* Task to carry out
Find every line below that contains the word "graph" and copy it out.

Top of Supplied records

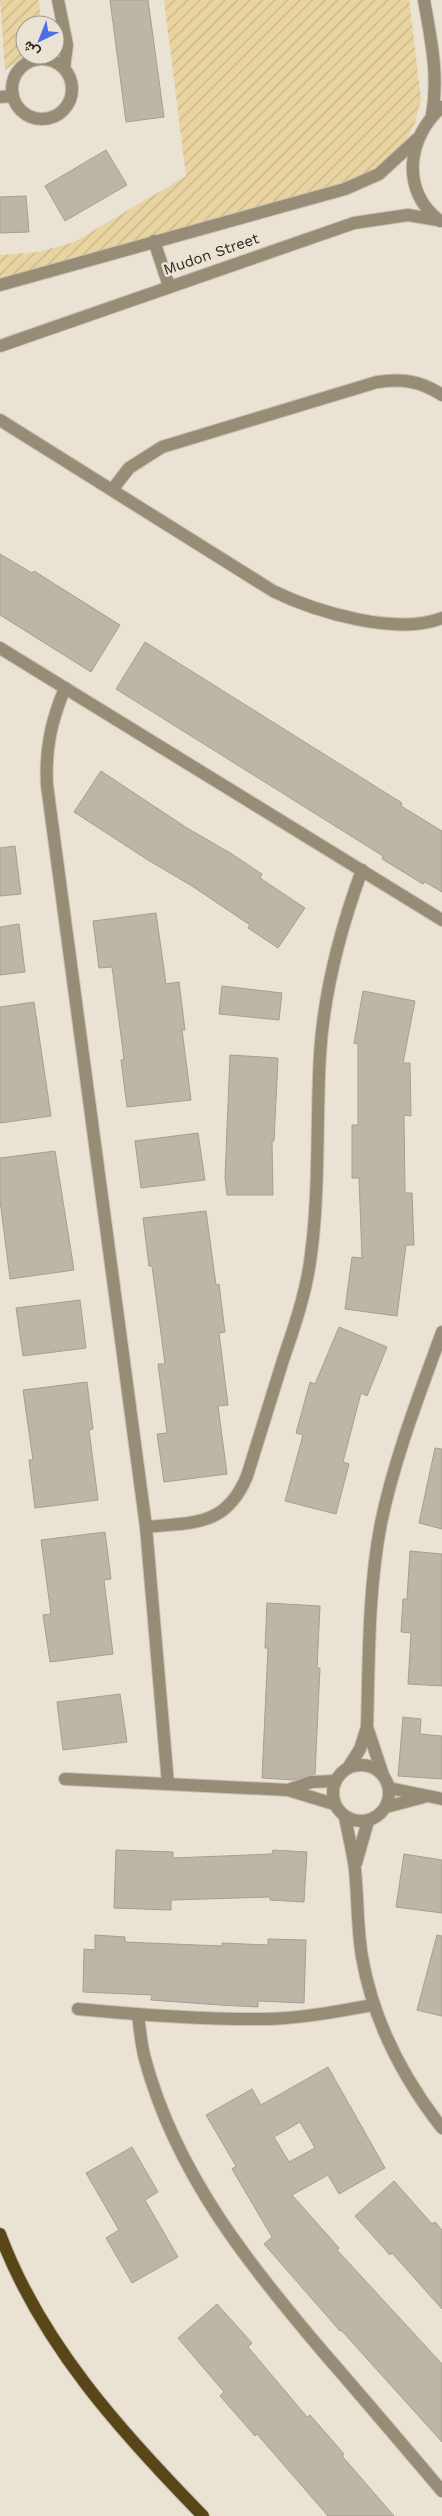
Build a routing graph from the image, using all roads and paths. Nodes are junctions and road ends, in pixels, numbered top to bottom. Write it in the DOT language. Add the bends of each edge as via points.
graph roads {
  1 [pos="58,0"];
  2 [pos="424,0"];
  3 [pos="60,15"];
  4 [pos="65,37"];
  5 [pos="65,61"];
  6 [pos="26,65"];
  7 [pos="61,65"];
  8 [pos="64,65"];
  9 [pos="64,68"];
  10 [pos="6,97"];
  11 [pos="442,107"];
  12 [pos="432,116"];
  13 [pos="417,139"];
  14 [pos="440,221"];
  15 [pos="154,241"];
  16 [pos="0,285"];
  17 [pos="169,286"];
  18 [pos="0,346"];
  19 [pos="442,395"];
  20 [pos="0,420"];
  21 [pos="112,490"];
  22 [pos="442,618"];
  23 [pos="0,648"];
  24 [pos="65,688"];
  25 [pos="362,870"];
  26 [pos="442,920"];
  27 [pos="442,1332"];
  28 [pos="146,1527"];
  29 [pos="367,1728"];
  30 [pos="348,1768"];
  31 [pos="383,1775"];
  32 [pos="66,1779"];
  33 [pos="335,1781"];
  34 [pos="168,1784"];
  35 [pos="389,1788"];
  36 [pos="288,1790"];
  37 [pos="424,1797"];
  38 [pos="442,1799"];
  39 [pos="334,1804"];
  40 [pos="386,1807"];
  41 [pos="345,1817"];
  42 [pos="368,1821"];
  43 [pos="355,1870"];
  44 [pos="373,2005"];
  45 [pos="78,2009"];
  46 [pos="138,2015"];
  47 [pos="442,2128"];
  48 [pos="0,2234"];
  49 [pos="442,2491"];
  50 [pos="203,2516"];
  1 -- 3 [label="street"];
  2 -- 12 [label="street" via="436,67"];
  4 -- 5 [label="street"];
  6 -- 10 [label="street" via="19,70"];
  7 -- 9 [label="street"];
  8 -- 9 [label="street"];
  9 -- 10 [label="street" via="72,80 73,92 70,104 62,113 51,118 27,116"];
  11 -- 12 [label="street"];
  12 -- 13 [label="street"];
  13 -- 14 [label="street" via="412,156 417,191 426,207"];
  13 -- 15 [label="street, Mudon Street" via="394,162 362,183"];
  14 -- 17 [label="street, Mudon Street" via="408,215 354,223"];
  15 -- 16 [label="street, Mudon Street"];
  15 -- 17 [label="street"];
  17 -- 18 [label="street, Mudon Street"];
  19 -- 21 [label="street" via="410,381 377,382 162,447 129,468"];
  20 -- 21 [label="street"];
  21 -- 22 [label="street" via="273,591 314,609 397,623 420,624"];
  23 -- 24 [label="street"];
  24 -- 25 [label="street"];
  24 -- 28 [label="street" via="48,735 47,785"];
  25 -- 26 [label="street"];
  25 -- 28 [label="street" via="344,917 325,1007 310,1262 300,1308 250,1466 239,1494 210,1518"];
  27 -- 29 [label="street" via="410,1416 381,1525 374,1572"];
  28 -- 34 [label="street"];
  29 -- 30 [label="street"];
  29 -- 31 [label="street"];
  30 -- 31 [label="street" via="366,1765"];
  30 -- 33 [label="street"];
  31 -- 35 [label="street"];
  32 -- 34 [label="street"];
  33 -- 36 [label="street" via="311,1782"];
  33 -- 39 [label="street" via="332,1792"];
  34 -- 36 [label="street"];
  35 -- 37 [label="street"];
  35 -- 40 [label="street"];
  36 -- 39 [label="street"];
  37 -- 38 [label="street"];
  37 -- 40 [label="street"];
  39 -- 41 [label="street"];
  40 -- 42 [label="street"];
  41 -- 42 [label="street"];
  41 -- 43 [label="street"];
  42 -- 43 [label="street"];
  43 -- 44 [label="street" via="356,1915"];
  44 -- 46 [label="street" via="269,2019"];
  44 -- 47 [label="street" via="393,2053"];
  45 -- 46 [label="street"];
  46 -- 49 [label="street" via="145,2058 165,2120 225,2229 267,2285"];
  48 -- 50 [label="main road" via="21,2285 52,2338 131,2437"];
}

Bottom of Supplied records

* Reply to the exercise
Build a routing graph from the image, using all roads and paths. Nodes are junctions and road ends, in pixels, numbered top to bottom. Write it in the DOT language. Add the bends of each edge as via points.
graph roads {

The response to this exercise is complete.